*** GIVEN DATA ***

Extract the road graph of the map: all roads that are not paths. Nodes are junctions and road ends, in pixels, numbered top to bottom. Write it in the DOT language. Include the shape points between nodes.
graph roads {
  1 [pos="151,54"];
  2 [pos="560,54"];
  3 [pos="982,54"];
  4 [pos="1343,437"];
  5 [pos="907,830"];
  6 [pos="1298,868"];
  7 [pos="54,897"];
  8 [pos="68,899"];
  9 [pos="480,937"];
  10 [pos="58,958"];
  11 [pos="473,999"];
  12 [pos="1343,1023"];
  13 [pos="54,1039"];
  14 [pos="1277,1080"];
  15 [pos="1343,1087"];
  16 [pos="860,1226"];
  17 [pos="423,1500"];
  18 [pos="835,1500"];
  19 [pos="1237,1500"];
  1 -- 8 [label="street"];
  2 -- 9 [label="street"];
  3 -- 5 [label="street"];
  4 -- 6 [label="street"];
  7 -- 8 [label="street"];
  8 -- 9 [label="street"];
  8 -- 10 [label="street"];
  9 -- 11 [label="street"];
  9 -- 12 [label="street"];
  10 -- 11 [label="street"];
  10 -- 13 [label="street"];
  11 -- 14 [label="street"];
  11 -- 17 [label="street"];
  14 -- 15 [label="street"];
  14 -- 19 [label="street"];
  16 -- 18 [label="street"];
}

*** End of GIVEN DATA ***

* [YOUR INSTRUCTIONS]:
After reading the lines above, reproduce them all exactly.

* [SOLVED EXERCISE]:
Extract the road graph of the map: all roads that are not paths. Nodes are junctions and road ends, in pixels, numbered top to bottom. Write it in the DOT language. Include the shape points between nodes.
graph roads {
  1 [pos="151,54"];
  2 [pos="560,54"];
  3 [pos="982,54"];
  4 [pos="1343,437"];
  5 [pos="907,830"];
  6 [pos="1298,868"];
  7 [pos="54,897"];
  8 [pos="68,899"];
  9 [pos="480,937"];
  10 [pos="58,958"];
  11 [pos="473,999"];
  12 [pos="1343,1023"];
  13 [pos="54,1039"];
  14 [pos="1277,1080"];
  15 [pos="1343,1087"];
  16 [pos="860,1226"];
  17 [pos="423,1500"];
  18 [pos="835,1500"];
  19 [pos="1237,1500"];
  1 -- 8 [label="street"];
  2 -- 9 [label="street"];
  3 -- 5 [label="street"];
  4 -- 6 [label="street"];
  7 -- 8 [label="street"];
  8 -- 9 [label="street"];
  8 -- 10 [label="street"];
  9 -- 11 [label="street"];
  9 -- 12 [label="street"];
  10 -- 11 [label="street"];
  10 -- 13 [label="street"];
  11 -- 14 [label="street"];
  11 -- 17 [label="street"];
  14 -- 15 [label="street"];
  14 -- 19 [label="street"];
  16 -- 18 [label="street"];
}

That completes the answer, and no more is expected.